Once those deals finished people removed the boosts but their contract still showed them as TV customers, which is where the confusion has come from.
Then along comes this £4 fee. What? Hence the confusion/uproar. And I think where TalkTalk have misjudged this is two-fold.
First, with ongoing TV customers for whom this represents a real price increase. The fact that it may still compare favourably with other providers is neither here, nor there for the moment. It will settle down of course when it becomes recognised as part of the overall TV cost.
Second, for the more passive TV customers who are at best bemused, as I was, or at worst annoyed as to why you have to opt out of a new fee. But opt out you can with no repercussions, despite the signals coming from some customer service advisors. The only excuse for that is that they have not been briefed properly. And whether that is wilful, or otherwise, who can really say.

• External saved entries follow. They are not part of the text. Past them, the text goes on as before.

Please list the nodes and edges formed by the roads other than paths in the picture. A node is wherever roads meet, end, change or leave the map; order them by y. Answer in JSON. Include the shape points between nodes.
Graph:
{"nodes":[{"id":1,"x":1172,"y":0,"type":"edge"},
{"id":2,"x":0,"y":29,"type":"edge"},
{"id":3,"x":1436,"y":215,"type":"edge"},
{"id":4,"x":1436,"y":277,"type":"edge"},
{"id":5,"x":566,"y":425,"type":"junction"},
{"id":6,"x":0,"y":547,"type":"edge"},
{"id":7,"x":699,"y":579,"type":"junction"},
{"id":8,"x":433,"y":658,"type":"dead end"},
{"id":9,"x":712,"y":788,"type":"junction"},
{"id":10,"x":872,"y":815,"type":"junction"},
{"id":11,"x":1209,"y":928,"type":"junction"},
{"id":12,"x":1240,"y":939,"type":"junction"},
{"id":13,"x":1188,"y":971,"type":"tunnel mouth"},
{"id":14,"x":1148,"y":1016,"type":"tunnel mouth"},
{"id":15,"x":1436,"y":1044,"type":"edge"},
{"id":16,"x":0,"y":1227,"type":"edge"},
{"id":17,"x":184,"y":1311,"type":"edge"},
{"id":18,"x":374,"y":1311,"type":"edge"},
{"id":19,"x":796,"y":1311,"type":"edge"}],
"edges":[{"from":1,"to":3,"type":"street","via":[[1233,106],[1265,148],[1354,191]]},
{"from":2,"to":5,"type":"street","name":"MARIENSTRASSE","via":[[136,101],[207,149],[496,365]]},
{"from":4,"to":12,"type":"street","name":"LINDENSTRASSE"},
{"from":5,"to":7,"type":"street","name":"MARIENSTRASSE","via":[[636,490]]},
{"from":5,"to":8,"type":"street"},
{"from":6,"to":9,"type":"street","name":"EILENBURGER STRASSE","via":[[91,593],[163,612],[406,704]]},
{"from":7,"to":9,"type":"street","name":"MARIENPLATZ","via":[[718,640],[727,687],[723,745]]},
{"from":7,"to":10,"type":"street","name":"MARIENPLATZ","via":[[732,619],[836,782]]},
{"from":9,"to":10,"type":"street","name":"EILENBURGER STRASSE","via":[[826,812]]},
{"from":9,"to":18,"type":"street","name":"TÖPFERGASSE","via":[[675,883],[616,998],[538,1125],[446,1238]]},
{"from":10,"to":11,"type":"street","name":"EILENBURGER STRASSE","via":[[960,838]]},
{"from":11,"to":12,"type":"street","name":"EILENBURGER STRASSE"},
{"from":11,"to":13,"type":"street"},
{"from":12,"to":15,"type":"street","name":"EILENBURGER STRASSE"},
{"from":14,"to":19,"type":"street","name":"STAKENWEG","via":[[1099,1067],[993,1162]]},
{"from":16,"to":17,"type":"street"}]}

Also they are telling customers they are in discussion with Amazon about getting the prime app which suggests each will need a separate agreement to allow the app on their box (what that actually means for both TalkTalk and Retail getting the prime app remains to be seen as we are not seeing any movement on that despite it being on BT for a few months) and further what that means for NowTV as again BT have offered some content to sky for it to allow it them to have it (will that include Retail getting it, obviously TalkTalk already have the sky boosts but are they priced well compared to the NowTV app).
Interesting times ahead.
Is the £4 charge to drive people from using the Boosts? I have speculated before that with moving customers to O2 Mobile that TalkTalk may be wishing to go back to basics and become a Broadband and Phone company again. TV would then not fit in the way it does now and it could then be seen, that with fewer actual customers in this regard a reason to divest themselves of, or reduce this particular funding.

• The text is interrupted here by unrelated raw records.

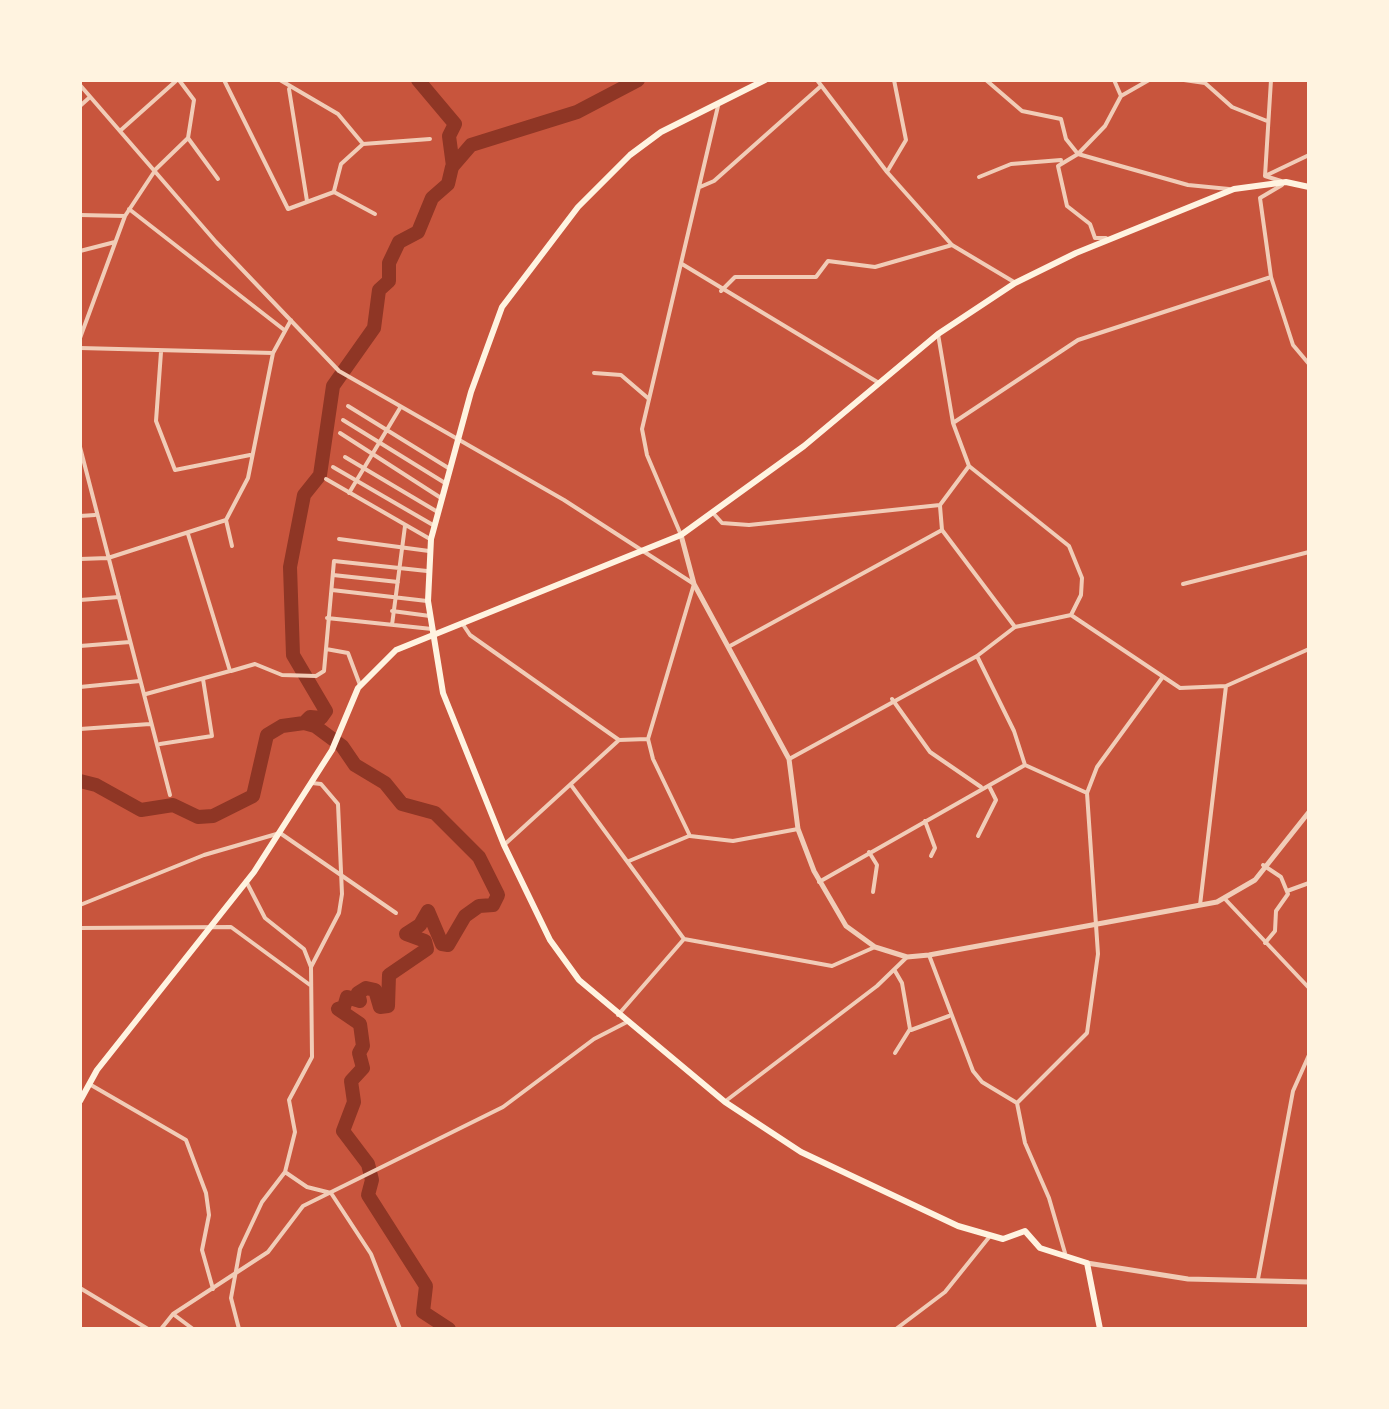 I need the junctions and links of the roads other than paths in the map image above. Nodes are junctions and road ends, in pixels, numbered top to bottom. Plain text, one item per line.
1 (178, 80) edge
2 (224, 80) edge
3 (280, 80) edge
4 (766, 80) edge
5 (817, 80) edge
6 (894, 80) edge
7 (986, 80) edge
8 (1114, 80) edge
9 (1149, 80) edge
10 (1184, 80) edge
11 (1271, 80) edge
12 (80, 85) edge
13 (821, 86) junction
14 (289, 89) junction
15 (1121, 96) junction
16 (90, 97) junction
17 (719, 102) junction
18 (80, 106) edge
19 (1267, 121) junction
20 (119, 132) junction
21 (188, 138) junction
22 (430, 139) dead end
23 (363, 144) junction
24 (1078, 154) junction
25 (1309, 155) edge
26 (1070, 158) junction
27 (156, 169) junction
28 (888, 172) junction
29 (1265, 176) junction
30 (979, 177) dead end
31 (218, 178) dead end
32 (1286, 182) junction
33 (700, 187) junction
34 (1309, 187) edge
35 (1234, 189) junction
36 (334, 192) junction
37 (307, 201) junction
38 (129, 209) junction
39 (375, 214) dead end
40 (80, 215) edge
41 (125, 216) junction
42 (1116, 237) junction
43 (115, 242) junction
44 (952, 245) junction
45 (80, 251) edge
46 (680, 262) junction
47 (1271, 277) junction
48 (1016, 283) junction
49 (721, 291) junction
50 (90, 302) junction
51 (80, 303) edge
52 (291, 320) junction
53 (284, 330) junction
54 (938, 334) junction
55 (80, 338) edge
56 (80, 348) edge
57 (161, 352) junction
58 (273, 353) junction
59 (1309, 364) edge
60 (594, 373) dead end
61 (879, 383) junction
62 (648, 398) junction
63 (348, 406) dead end
64 (400, 408) junction
65 (343, 420) dead end
66 (953, 423) junction
67 (388, 431) junction
68 (340, 433) dead end
69 (459, 438) junction
70 (380, 442) junction
71 (80, 448) edge
72 (372, 454) junction
73 (250, 455) junction
74 (346, 457) dead end
75 (969, 466) junction
76 (362, 467) junction
77 (334, 468) dead end
78 (450, 469) junction
79 (83, 474) edge
80 (326, 479) dead end
81 (356, 480) junction
82 (446, 484) junction
83 (349, 493) junction
84 (442, 499) junction
85 (940, 505) junction
86 (438, 512) junction
87 (713, 513) junction
88 (97, 515) junction
89 (80, 516) edge
90 (226, 520) junction
91 (406, 526) junction
92 (435, 526) junction
93 (942, 530) junction
94 (188, 534) junction
95 (681, 535) junction
96 (339, 539) dead end
97 (432, 540) junction
98 (232, 546) dead end
99 (403, 547) junction
100 (430, 551) junction
101 (642, 552) junction
102 (1309, 552) edge
103 (108, 558) junction
104 (80, 559) edge
105 (400, 566) junction
106 (428, 571) junction
107 (332, 575) junction
108 (398, 582) junction
109 (694, 584) junction
110 (1182, 584) dead end
111 (332, 590) junction
112 (395, 596) junction
113 (119, 597) junction
114 (80, 600) edge
115 (428, 601) junction
116 (392, 611) junction
117 (430, 616) junction
118 (1070, 616) junction
119 (328, 618) junction
120 (462, 622) junction
121 (392, 625) junction
122 (1015, 627) junction
123 (432, 631) junction
124 (130, 642) junction
125 (80, 646) edge
126 (730, 646) junction
127 (326, 648) junction
128 (1309, 648) edge
129 (977, 656) junction
130 (230, 671) junction
131 (1162, 678) junction
132 (203, 679) junction
133 (141, 681) junction
134 (360, 685) junction
135 (1226, 686) junction
136 (80, 687) edge
137 (144, 695) junction
138 (892, 699) junction
139 (152, 724) junction
140 (80, 729) edge
141 (648, 739) junction
142 (618, 740) junction
143 (158, 744) junction
144 (790, 759) junction
145 (1025, 765) junction
146 (312, 783) junction
147 (571, 785) junction
148 (989, 786) junction
149 (981, 787) junction
150 (1087, 794) junction
151 (170, 795) dead end
152 (1309, 812) edge
153 (925, 822) junction
154 (798, 829) junction
155 (280, 832) junction
156 (690, 836) junction
157 (978, 836) dead end
158 (504, 845) junction
159 (869, 852) junction
160 (931, 856) dead end
161 (629, 861) junction
162 (1263, 864) junction
163 (342, 873) junction
164 (246, 882) junction
165 (819, 882) junction
166 (1309, 883) edge
167 (1288, 891) junction
168 (872, 892) dead end
169 (1225, 899) junction
170 (80, 905) edge
171 (1200, 905) junction
172 (396, 913) dead end
173 (213, 926) junction
174 (1097, 926) junction
175 (80, 928) edge
176 (684, 940) junction
177 (1265, 943) junction
178 (875, 947) junction
179 (929, 955) junction
180 (907, 957) junction
181 (311, 967) junction
182 (895, 970) junction
183 (310, 984) junction
184 (1309, 988) edge
185 (618, 1015) junction
186 (949, 1016) junction
187 (626, 1022) junction
188 (910, 1028) junction
189 (895, 1053) dead end
190 (1309, 1055) edge
191 (89, 1084) junction
192 (80, 1101) edge
193 (725, 1102) junction
194 (1016, 1103) junction
195 (285, 1172) junction
196 (331, 1193) junction
197 (990, 1236) junction
198 (1065, 1254) junction
199 (1087, 1263) junction
200 (235, 1278) junction
201 (1257, 1282) junction
202 (1309, 1282) edge
203 (80, 1288) edge
204 (214, 1288) junction
205 (173, 1314) junction
206 (148, 1329) edge
207 (160, 1329) edge
208 (193, 1329) edge
209 (239, 1329) edge
210 (400, 1329) edge
211 (896, 1329) edge
212 (1100, 1329) edge

1 - 20 street
1 - 21 street
2 - 37 street
3 - 14 street
4 - 17 main road
5 - 13 street
6 - 28 street
7 - 24 street
8 - 15 street
9 - 15 street
10 - 19 street
11 - 19 street
12 - 16 street
13 - 28 street
13 - 33 street
14 - 23 street
14 - 37 street
15 - 24 street
16 - 18 street
16 - 20 street
17 - 33 street
17 - 69 main road
19 - 29 street
20 - 27 street
21 - 27 street
21 - 31 street
22 - 23 street
23 - 36 street
24 - 26 street
24 - 35 street
25 - 29 street
26 - 30 street
26 - 42 street
27 - 38 street
27 - 52 street
28 - 44 street
29 - 32 street
32 - 34 main road
32 - 35 main road
32 - 47 street
33 - 46 street
35 - 42 main road
36 - 37 street
36 - 39 street
38 - 41 street
38 - 53 street
40 - 41 street
41 - 43 street
42 - 48 main road
43 - 45 street
43 - 50 street
44 - 48 street
44 - 49 street
46 - 49 street
46 - 62 street
47 - 59 street
47 - 66 street
48 - 54 main road
49 - 61 street
50 - 51 street
50 - 55 street
52 - 53 street
52 - 64 street
53 - 58 street
54 - 61 main road
54 - 66 street
56 - 57 street
57 - 58 street
57 - 73 street
58 - 73 street
60 - 62 street
61 - 87 main road
62 - 95 street
63 - 67 street
64 - 67 street
64 - 69 street
65 - 70 street
66 - 75 street
67 - 70 street
67 - 78 street
68 - 72 street
69 - 78 main road
69 - 101 street
70 - 72 street
70 - 82 street
71 - 79 street
72 - 76 street
72 - 84 street
73 - 90 street
74 - 76 street
75 - 85 street
75 - 118 street
76 - 81 street
76 - 86 street
77 - 81 street
78 - 82 main road
79 - 88 street
80 - 83 street
81 - 83 street
81 - 92 street
82 - 84 main road
83 - 91 street
84 - 86 main road
85 - 87 street
85 - 93 street
86 - 92 main road
87 - 95 main road
88 - 89 street
88 - 103 street
90 - 94 street
90 - 98 street
91 - 97 street
91 - 99 street
92 - 97 main road
93 - 122 street
93 - 126 street
94 - 103 street
94 - 130 street
95 - 101 main road
95 - 109 street
96 - 99 street
97 - 100 main road
99 - 100 street
99 - 105 street
100 - 106 main road
101 - 109 street
101 - 120 main road
102 - 110 street
103 - 104 street
103 - 113 street
105 - 106 street
105 - 107 street
105 - 108 street
106 - 115 main road
107 - 108 street
107 - 111 street
108 - 112 street
109 - 126 street
109 - 141 street
111 - 112 street
111 - 119 street
112 - 115 street
112 - 116 street
113 - 114 street
113 - 124 street
115 - 117 main road
116 - 117 street
116 - 121 street
117 - 123 main road
118 - 122 street
118 - 131 street
119 - 121 street
119 - 127 street
120 - 123 main road
120 - 142 street
121 - 123 street
122 - 129 street
123 - 134 main road
123 - 158 main road
124 - 125 street
124 - 133 street
126 - 144 street
127 - 130 street
127 - 134 street
128 - 135 street
129 - 138 street
129 - 145 street
130 - 132 street
131 - 135 street
131 - 150 street
132 - 137 street
132 - 143 street
133 - 136 street
133 - 137 street
134 - 146 main road
135 - 171 street
137 - 139 street
138 - 144 street
138 - 149 street
139 - 140 street
139 - 143 street
141 - 142 street
141 - 156 street
142 - 147 street
143 - 151 street
144 - 154 street
145 - 148 street
145 - 150 street
146 - 155 main road
146 - 163 street
147 - 158 street
147 - 161 street
148 - 149 street
148 - 157 street
149 - 153 street
150 - 174 street
152 - 162 street
153 - 159 street
153 - 160 street
154 - 156 street
154 - 165 street
155 - 163 street
155 - 164 main road
155 - 170 street
156 - 161 street
158 - 185 main road
159 - 165 street
159 - 168 street
161 - 176 street
162 - 167 street
162 - 169 street
163 - 172 street
163 - 181 street
164 - 173 main road
164 - 181 street
165 - 178 street
166 - 167 street
167 - 177 street
169 - 171 street
169 - 177 street
171 - 174 street
173 - 175 street
173 - 183 street
173 - 191 main road
174 - 179 street
174 - 194 street
176 - 178 street
176 - 185 street
177 - 184 street
178 - 180 street
179 - 180 street
179 - 186 street
180 - 182 street
181 - 183 street
182 - 188 street
182 - 193 street
183 - 195 street
185 - 187 main road
186 - 188 street
186 - 194 street
187 - 193 main road
187 - 196 street
188 - 189 street
190 - 201 street
191 - 192 main road
191 - 204 street
193 - 197 main road
194 - 198 street
195 - 196 street
195 - 200 street
196 - 200 street
196 - 210 street
197 - 198 main road
197 - 211 street
198 - 199 main road
199 - 201 street
199 - 212 main road
200 - 204 street
200 - 209 street
201 - 202 street
203 - 206 street
204 - 205 street
205 - 207 street
205 - 208 street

But there are positives in this too. First, multiroom is now effectively free, save for setup charges. And somewhat buried in all this is a free £5 monthly rental voucher for the TalkTalk TV store.

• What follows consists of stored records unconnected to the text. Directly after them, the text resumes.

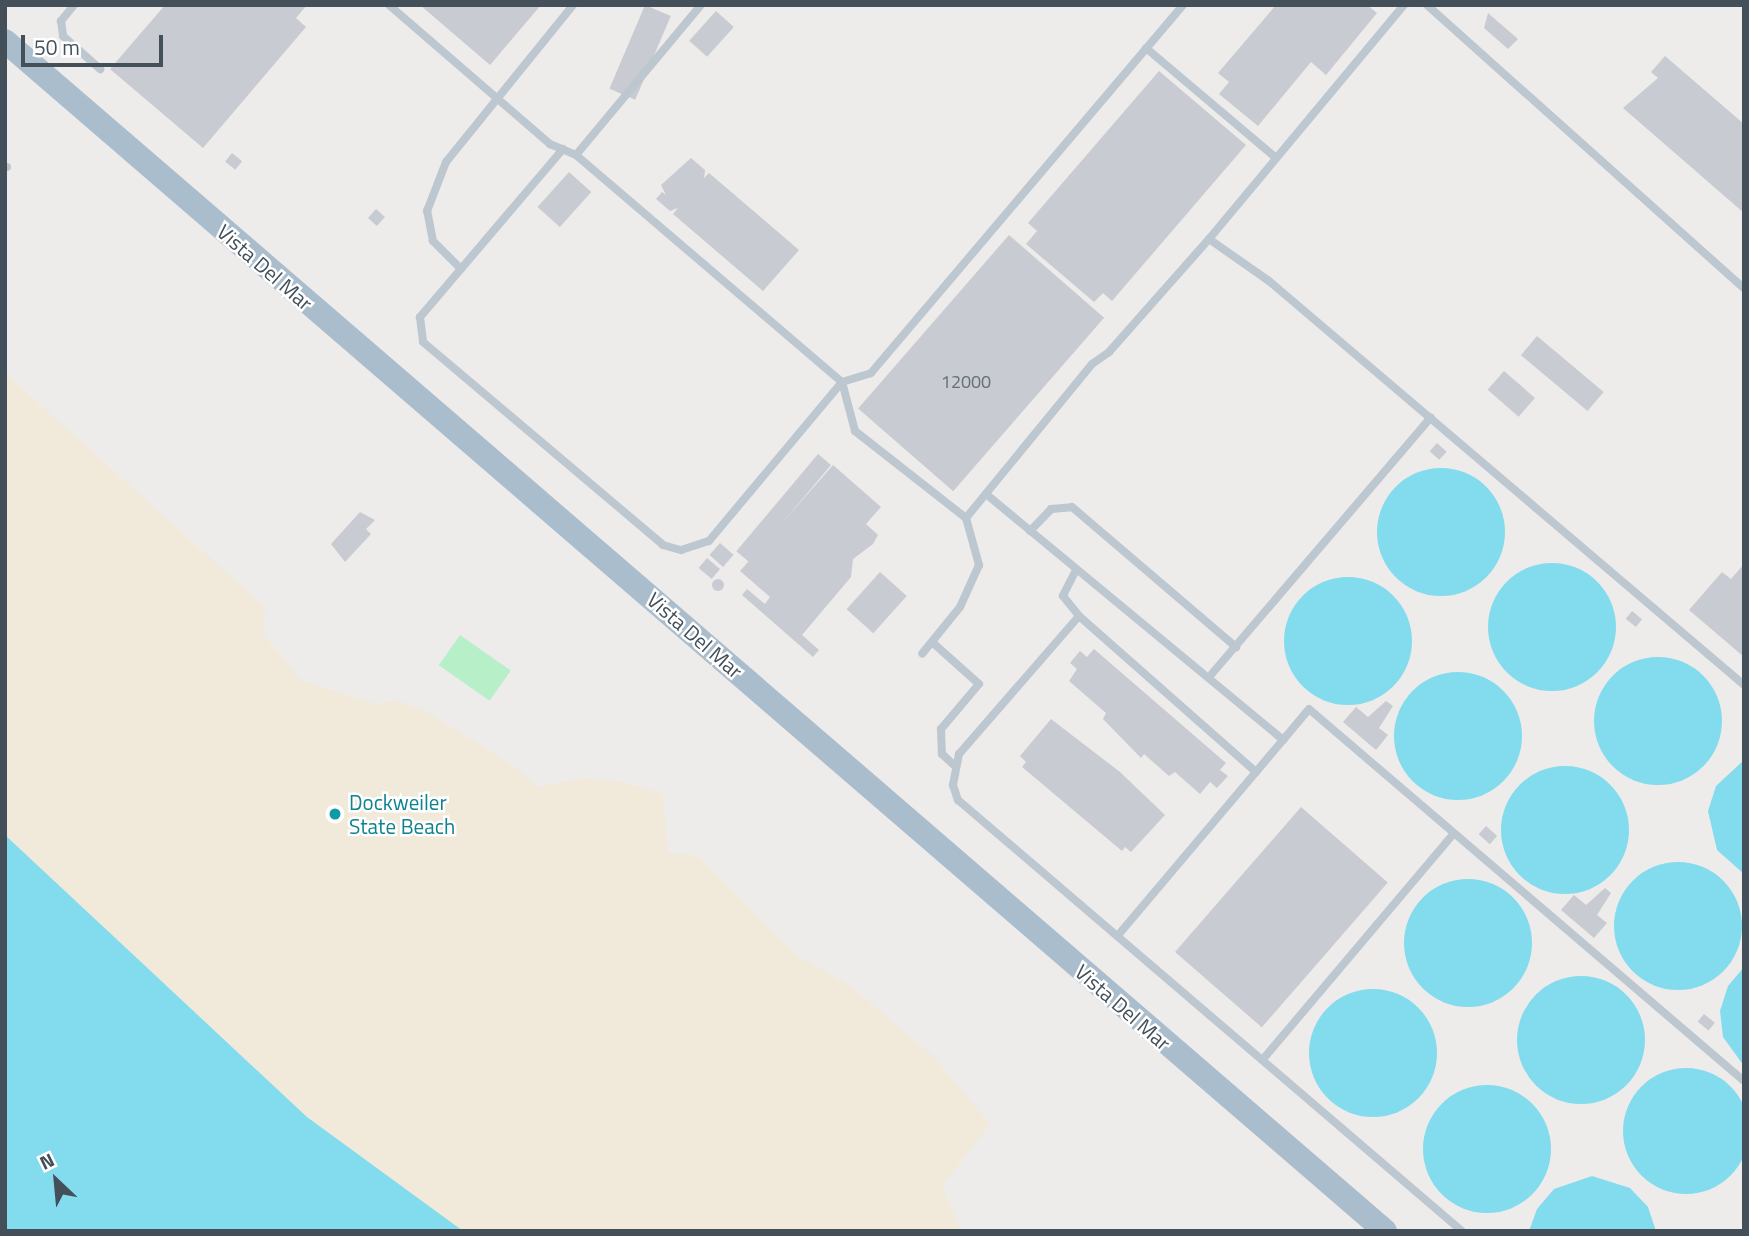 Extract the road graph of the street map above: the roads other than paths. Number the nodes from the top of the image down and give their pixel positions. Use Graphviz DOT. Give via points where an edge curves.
graph roads {
  1 [pos="74,5"];
  2 [pos="389,5"];
  3 [pos="573,5"];
  4 [pos="701,5"];
  5 [pos="1183,5"];
  6 [pos="1404,5"];
  7 [pos="1427,5"];
  8 [pos="5,41"];
  9 [pos="1146,48"];
  10 [pos="100,69"];
  11 [pos="495,96"];
  12 [pos="563,149"];
  13 [pos="576,155"];
  14 [pos="1276,158"];
  15 [pos="1209,239"];
  16 [pos="461,269"];
  17 [pos="1744,288"];
  18 [pos="842,382"];
  19 [pos="1431,417"];
  20 [pos="986,494"];
  21 [pos="967,518"];
  22 [pos="1030,531"];
  23 [pos="1076,570"];
  24 [pos="1079,616"];
  25 [pos="932,642"];
  26 [pos="1236,647"];
  27 [pos="922,654"];
  28 [pos="1210,676"];
  29 [pos="1744,685"];
  30 [pos="1283,740"];
  31 [pos="954,765"];
  32 [pos="1256,772"];
  33 [pos="1453,834"];
  34 [pos="1120,933"];
  35 [pos="1264,1058"];
  36 [pos="1744,1081"];
  37 [pos="1385,1231"];
  38 [pos="1462,1231"];
  1 -- 10 [label="lane" via="61,21 63,36"];
  2 -- 11 [label="lane"];
  3 -- 11 [label="lane"];
  4 -- 13 [label="lane"];
  5 -- 9 [label="lane"];
  6 -- 14 [label="lane"];
  7 -- 17 [label="lane"];
  8 -- 37 [label="main road, Vista Del Mar"];
  9 -- 14 [label="lane"];
  9 -- 18 [label="lane" via="871,373"];
  11 -- 12 [label="lane"];
  11 -- 16 [label="lane" via="446,162 427,211 433,241"];
  12 -- 13 [label="lane"];
  12 -- 16 [label="lane"];
  13 -- 18 [label="lane"];
  14 -- 15 [label="lane"];
  15 -- 19 [label="lane" via="1269,281"];
  15 -- 20 [label="lane" via="1109,352 1092,364"];
  16 -- 18 [label="lane" via="420,317 423,342 663,545 681,550 709,541"];
  18 -- 21 [label="lane" via="855,431"];
  19 -- 26 [label="lane"];
  19 -- 29 [label="lane"];
  20 -- 21 [label="lane"];
  20 -- 22 [label="lane"];
  21 -- 25 [label="lane" via="979,565 960,607"];
  22 -- 23 [label="lane"];
  22 -- 26 [label="lane" via="1051,509 1072,507"];
  23 -- 24 [label="lane" via="1063,596"];
  23 -- 28 [label="lane"];
  24 -- 31 [label="lane"];
  24 -- 32 [label="lane"];
  25 -- 27 [label="lane"];
  25 -- 31 [label="lane" via="979,684 941,729 942,754"];
  26 -- 28 [label="lane"];
  28 -- 30 [label="lane"];
  30 -- 32 [label="lane"];
  30 -- 33 [label="lane" via="1309,709"];
  31 -- 34 [label="lane" via="958,800"];
  32 -- 34 [label="lane"];
  33 -- 35 [label="lane"];
  33 -- 36 [label="lane"];
  34 -- 35 [label="lane"];
  35 -- 38 [label="lane"];
}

My own view is still emerging, but it may be that TalkTalk are trying to harden whatever it is that is their TV base. Everybody with a box? Surely not. This way they can more accurately target sales, marketing and perhaps with the help of YouView even advertising and other metrics at a more active, rather than passive TV base. Just a thought.
Here's part of the conversation:
So no misleading statements.
So that is 80 channels you have just chosen to cut yourself off from, then?
They are calling it a "TV Access Fee".
It's ok though, you can opt out and keep everything exactly as it is.
WTH?!?
Have a look at the TV section of their forum.
https://community.talktalk.co.uk/t5/TalkTalk-TV/bd-p/116
Page informing customers of the charge.
https://community.talktalk.co.uk/t5/Articles/TalkTalk-TV-pricing-is-changing/ta-p/2279095
Their excuse is customers are paying for the ABILITY to order boosts on a 1 month contract.
Then shouldn't they inform customers with boosts that prices are going up by £4 and advise customers who don't have boosts that if they take 1 it comes with a £4 a month charge.
How they can get away with this is beyond me.
edit: Forgot to add, they don't tell customers they can opt out of the £4 charge.